Your objective >> For the word "Деповская", return each line of the data in which it occurs.

(Stored data entries)
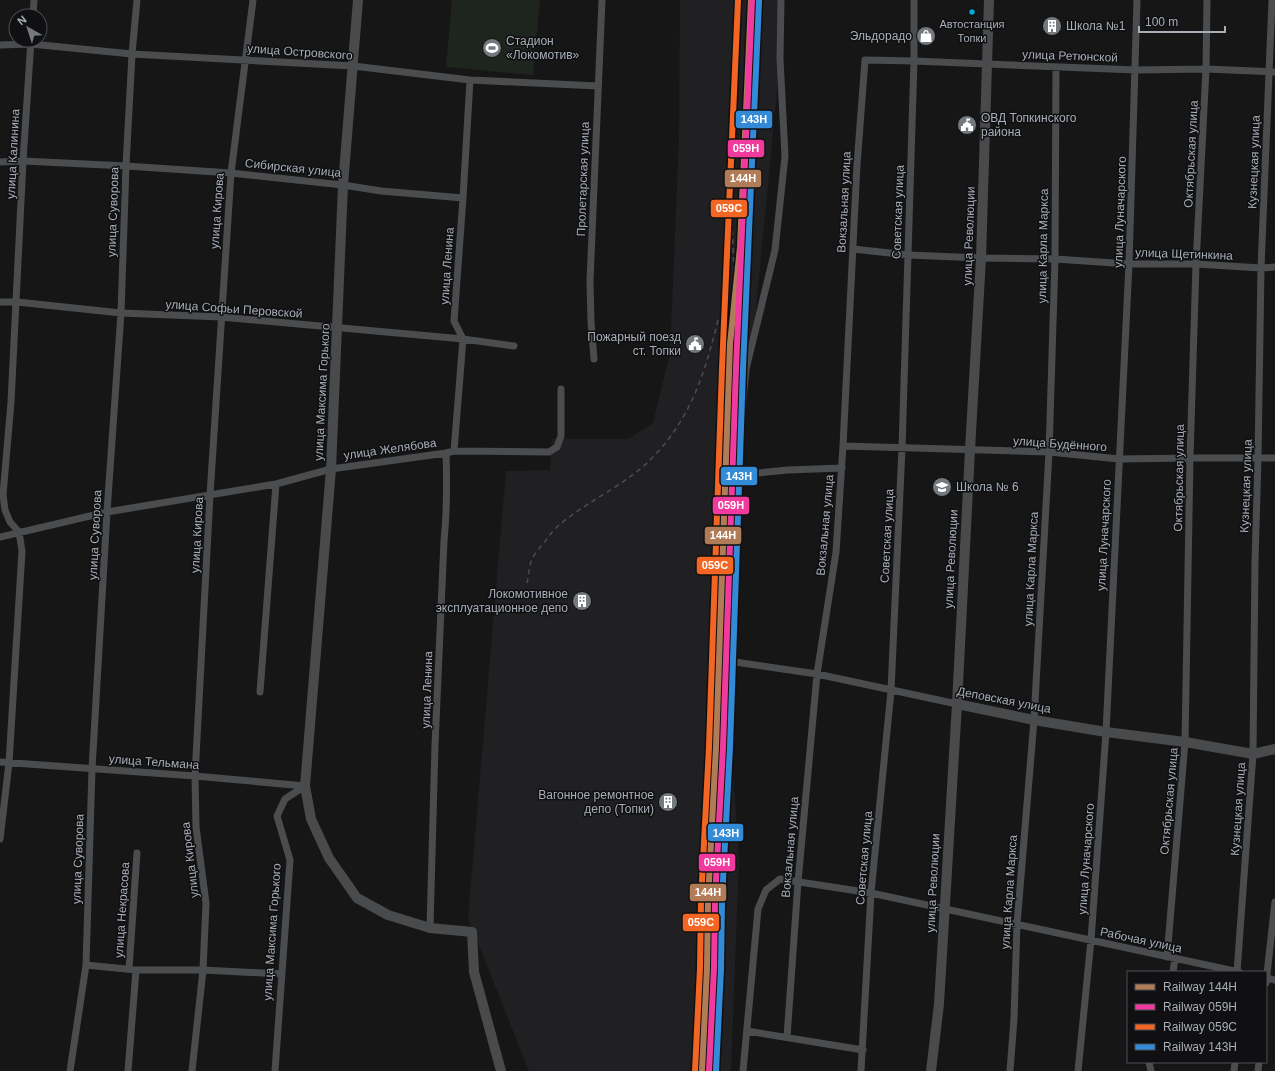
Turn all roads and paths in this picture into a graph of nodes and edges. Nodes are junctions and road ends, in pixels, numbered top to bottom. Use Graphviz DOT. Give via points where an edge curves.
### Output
graph roads {
  1 [pos="137,0"];
  2 [pos="253,0"];
  3 [pos="358,0"];
  4 [pos="602,0"];
  5 [pos="781,0"];
  6 [pos="914,0"];
  7 [pos="989,0"];
  8 [pos="1138,0"];
  9 [pos="1207,0"];
  10 [pos="1272,0"];
  11 [pos="48,44"];
  12 [pos="31,48"];
  13 [pos="132,54"];
  14 [pos="245,59"];
  15 [pos="865,60"];
  16 [pos="914,61"];
  17 [pos="988,65"];
  18 [pos="353,66"];
  19 [pos="1056,67"];
  20 [pos="1206,69"];
  21 [pos="1136,70"];
  22 [pos="1272,72"];
  23 [pos="470,80"];
  24 [pos="598,86"];
  25 [pos="23,161"];
  26 [pos="0,162"];
  27 [pos="126,166"];
  28 [pos="231,173"];
  29 [pos="343,185"];
  30 [pos="463,198"];
  31 [pos="852,249"];
  32 [pos="908,255"];
  33 [pos="981,258"];
  34 [pos="1055,259"];
  35 [pos="1129,264"];
  36 [pos="1196,264"];
  37 [pos="1261,268"];
  38 [pos="1275,268"];
  39 [pos="0,302"];
  40 [pos="17,302"];
  41 [pos="121,313"];
  42 [pos="221,317"];
  43 [pos="338,329"];
  44 [pos="463,339"];
  45 [pos="514,346"];
  46 [pos="594,359"];
  47 [pos="561,389"];
  48 [pos="843,446"];
  49 [pos="902,448"];
  50 [pos="970,450"];
  51 [pos="454,451"];
  52 [pos="1049,452"];
  53 [pos="446,453"];
  54 [pos="1190,458"];
  55 [pos="1258,458"];
  56 [pos="1275,458"];
  57 [pos="1119,459"];
  58 [pos="842,468"];
  59 [pos="331,469"];
  60 [pos="738,470"];
  61 [pos="276,484"];
  62 [pos="210,495"];
  63 [pos="107,512"];
  64 [pos="19,532"];
  65 [pos="0,537"];
  66 [pos="728,661"];
  67 [pos="817,674"];
  68 [pos="892,690"];
  69 [pos="260,692"];
  70 [pos="957,704"];
  71 [pos="1034,720"];
  72 [pos="1106,732"];
  73 [pos="1185,742"];
  74 [pos="1275,749"];
  75 [pos="1253,754"];
  76 [pos="0,762"];
  77 [pos="9,763"];
  78 [pos="92,769"];
  79 [pos="195,776"];
  80 [pos="305,786"];
  81 [pos="0,839"];
  82 [pos="137,853"];
  83 [pos="780,879"];
  84 [pos="798,882"];
  85 [pos="871,893"];
  86 [pos="1275,902"];
  87 [pos="944,909"];
  88 [pos="722,912"];
  89 [pos="1017,924"];
  90 [pos="430,928"];
  91 [pos="1091,940"];
  92 [pos="1171,958"];
  93 [pos="86,964"];
  94 [pos="133,969"];
  95 [pos="203,970"];
  96 [pos="1173,971"];
  97 [pos="1233,971"];
  98 [pos="1238,971"];
  99 [pos="1267,971"];
  100 [pos="282,974"];
  101 [pos="747,1031"];
  102 [pos="787,1038"];
  103 [pos="863,1050"];
  104 [pos="70,1071"];
  105 [pos="128,1071"];
  106 [pos="192,1071"];
  107 [pos="275,1071"];
  108 [pos="501,1071"];
  109 [pos="743,1071"];
  110 [pos="861,1071"];
  111 [pos="931,1071"];
  112 [pos="1010,1071"];
  113 [pos="1078,1071"];
  1 -- 13 [label="street, улица Суворова"];
  2 -- 14 [label="street, улица Кирова"];
  3 -- 18 [label="street, улица Максима Горького"];
  4 -- 24 [label="street, Пролетарская улица"];
  5 -- 60 [label="street" via="780,59 785,156 775,250 746,369"];
  6 -- 16 [label="street, Советская улица"];
  7 -- 17 [label="street, улица Революции"];
  8 -- 21 [label="street, улица Луначарского"];
  9 -- 20 [label="street, Октябрьская улица"];
  10 -- 22 [label="street, Кузнецкая улица"];
  11 -- 13 [label="street, улица Островского"];
  12 -- 25 [label="street, улица Калинина"];
  13 -- 14 [label="street, улица Островского"];
  13 -- 27 [label="street, улица Суворова"];
  14 -- 18 [label="street, улица Островского"];
  14 -- 28 [label="street, улица Кирова"];
  15 -- 16 [label="street, улица Ретюнской"];
  15 -- 31 [label="street, Вокзальная улица"];
  16 -- 17 [label="street, улица Ретюнской"];
  16 -- 32 [label="street, Советская улица"];
  17 -- 19 [label="street, улица Ретюнской"];
  17 -- 33 [label="street, улица Революции"];
  18 -- 23 [label="street, улица Островского"];
  18 -- 29 [label="street, улица Максима Горького"];
  19 -- 21 [label="street, улица Ретюнской"];
  19 -- 34 [label="street, улица Карла Маркса"];
  20 -- 21 [label="street, улица Ретюнской"];
  20 -- 22 [label="street, улица Ретюнской"];
  20 -- 36 [label="street, Октябрьская улица"];
  21 -- 35 [label="street, улица Луначарского"];
  22 -- 37 [label="street, Кузнецкая улица"];
  23 -- 24 [label="street, улица Островского"];
  23 -- 30 [label="street, улица Ленина"];
  24 -- 46 [label="street, Пролетарская улица" via="590,281"];
  25 -- 26 [label="street, Сибирская улица"];
  25 -- 27 [label="street, Сибирская улица"];
  25 -- 40 [label="street, улица Калинина"];
  27 -- 28 [label="street, Сибирская улица"];
  27 -- 41 [label="street, улица Суворова"];
  28 -- 29 [label="street, Сибирская улица"];
  28 -- 42 [label="street, улица Кирова"];
  29 -- 30 [label="street, Сибирская улица"];
  29 -- 43 [label="street, улица Максима Горького"];
  30 -- 44 [label="street, улица Ленина" via="454,320"];
  31 -- 32 [label="street, улица Щетинкина"];
  31 -- 48 [label="street, Вокзальная улица"];
  32 -- 33 [label="street, улица Щетинкина"];
  32 -- 49 [label="street, Советская улица"];
  33 -- 34 [label="street, улица Щетинкина"];
  33 -- 50 [label="street, улица Революции"];
  34 -- 35 [label="street, улица Щетинкина"];
  34 -- 52 [label="street, улица Карла Маркса"];
  35 -- 36 [label="street, улица Щетинкина"];
  35 -- 57 [label="street, улица Луначарского"];
  36 -- 37 [label="street, улица Щетинкина"];
  36 -- 54 [label="street, Октябрьская улица"];
  37 -- 38 [label="street, улица Щетинкина"];
  37 -- 55 [label="street, Кузнецкая улица"];
  39 -- 40 [label="street, улица Софьи Перовской"];
  40 -- 41 [label="street, улица Софьи Перовской"];
  40 -- 64 [label="street, улица Калинина" via="3,495 10,522"];
  41 -- 42 [label="street, улица Софьи Перовской"];
  41 -- 63 [label="street, улица Суворова"];
  42 -- 43 [label="street, улица Софьи Перовской"];
  42 -- 62 [label="street, улица Кирова"];
  43 -- 44 [label="street, улица Софьи Перовской"];
  43 -- 59 [label="street, улица Максима Горького"];
  44 -- 45 [label="street, улица Софьи Перовской"];
  44 -- 51 [label="street, улица Ленина"];
  47 -- 51 [label="street, улица Желябова" via="561,436 557,447 549,452"];
  48 -- 49 [label="street, улица Будённого"];
  48 -- 58 [label="street, Вокзальная улица"];
  49 -- 50 [label="street, улица Будённого"];
  49 -- 68 [label="street, Советская улица"];
  50 -- 52 [label="street, улица Будённого"];
  50 -- 70 [label="street, улица Революции"];
  51 -- 53 [label="street, улица Желябова"];
  52 -- 57 [label="street, улица Будённого"];
  52 -- 71 [label="street, улица Карла Маркса"];
  53 -- 59 [label="street, улица Желябова"];
  53 -- 90 [label="street, улица Ленина" via="447,492"];
  54 -- 55 [label="street, улица Будённого"];
  54 -- 57 [label="street, улица Будённого"];
  54 -- 73 [label="street, Октябрьская улица"];
  55 -- 56 [label="street, улица Будённого"];
  55 -- 75 [label="street, Кузнецкая улица"];
  57 -- 72 [label="street, улица Луначарского"];
  58 -- 60 [label="street" via="758,473"];
  58 -- 67 [label="street, Вокзальная улица" via="836,552"];
  59 -- 61 [label="street, улица Желябова"];
  59 -- 80 [label="street, улица Максима Горького"];
  60 -- 66 [label="street" via="730,581"];
  61 -- 62 [label="street, улица Желябова"];
  61 -- 69 [label="street"];
  62 -- 63 [label="street, улица Желябова"];
  62 -- 79 [label="street, улица Кирова"];
  63 -- 64 [label="street, улица Желябова"];
  63 -- 78 [label="street, улица Суворова"];
  64 -- 65 [label="street, улица Желябова"];
  64 -- 77 [label="street, улица Калинина" via="22,551"];
  66 -- 67 [label="street, Деповская улица"];
  66 -- 88 [label="street"];
  67 -- 68 [label="street, Деповская улица"];
  67 -- 84 [label="street, Вокзальная улица"];
  68 -- 70 [label="street, Деповская улица"];
  68 -- 85 [label="street, Советская улица"];
  70 -- 71 [label="street, Деповская улица"];
  70 -- 87 [label="street, улица Революции"];
  71 -- 72 [label="street, Деповская улица"];
  71 -- 89 [label="street, улица Карла Маркса"];
  72 -- 73 [label="street, Деповская улица"];
  72 -- 91 [label="street, улица Луначарского"];
  73 -- 75 [label="street, Деповская улица"];
  73 -- 92 [label="street, Октябрьская улица"];
  74 -- 75 [label="street, Деповская улица"];
  75 -- 98 [label="street, Кузнецкая улица"];
  76 -- 77 [label="street, улица Тельмана"];
  77 -- 78 [label="street, улица Тельмана"];
  77 -- 81 [label="street, улица Калинина"];
  78 -- 79 [label="street, улица Тельмана"];
  78 -- 93 [label="street, улица Суворова"];
  79 -- 80 [label="street, улица Тельмана"];
  79 -- 95 [label="street, улица Кирова" via="196,827 206,903"];
  80 -- 90 [label="street, улица Максима Горького" via="311,818 329,858 357,898 388,915"];
  80 -- 100 [label="street, улица Максима Горького" via="285,799 277,816 290,860"];
  82 -- 94 [label="street, улица Некрасова"];
  83 -- 84 [label="street, Рабочая улица"];
  83 -- 101 [label="street, Вокзальная улица" via="766,890 758,909"];
  84 -- 85 [label="street, Рабочая улица"];
  84 -- 102 [label="street, Вокзальная улица"];
  85 -- 87 [label="street, Рабочая улица"];
  85 -- 103 [label="street, Советская улица"];
  86 -- 99 [label="street"];
  87 -- 89 [label="street, Рабочая улица"];
  87 -- 111 [label="street, улица Революции" via="940,1004"];
  89 -- 91 [label="street, Рабочая улица"];
  89 -- 112 [label="street, улица Карла Маркса"];
  90 -- 108 [label="street, улица Максима Горького" via="472,932 474,972"];
  91 -- 92 [label="street, Рабочая улица"];
  91 -- 113 [label="street, улица Луначарского"];
  92 -- 96 [label="street, Октябрьская улица"];
  92 -- 97 [label="street, Рабочая улица"];
  93 -- 94 [label="street"];
  93 -- 104 [label="street, улица Суворова"];
  94 -- 95 [label="street"];
  94 -- 105 [label="street, улица Некрасова"];
  95 -- 100 [label="street"];
  95 -- 106 [label="street, улица Кирова"];
  100 -- 107 [label="street, улица Максима Горького"];
  101 -- 102 [label="street"];
  101 -- 109 [label="street, Вокзальная улица"];
  102 -- 103 [label="street"];
  103 -- 110 [label="street, Советская улица"];
}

Output for this exercise >>
  66 -- 67 [label="street, Деповская улица"];
  67 -- 68 [label="street, Деповская улица"];
  68 -- 70 [label="street, Деповская улица"];
  70 -- 71 [label="street, Деповская улица"];
  71 -- 72 [label="street, Деповская улица"];
  72 -- 73 [label="street, Деповская улица"];
  73 -- 75 [label="street, Деповская улица"];
  74 -- 75 [label="street, Деповская улица"];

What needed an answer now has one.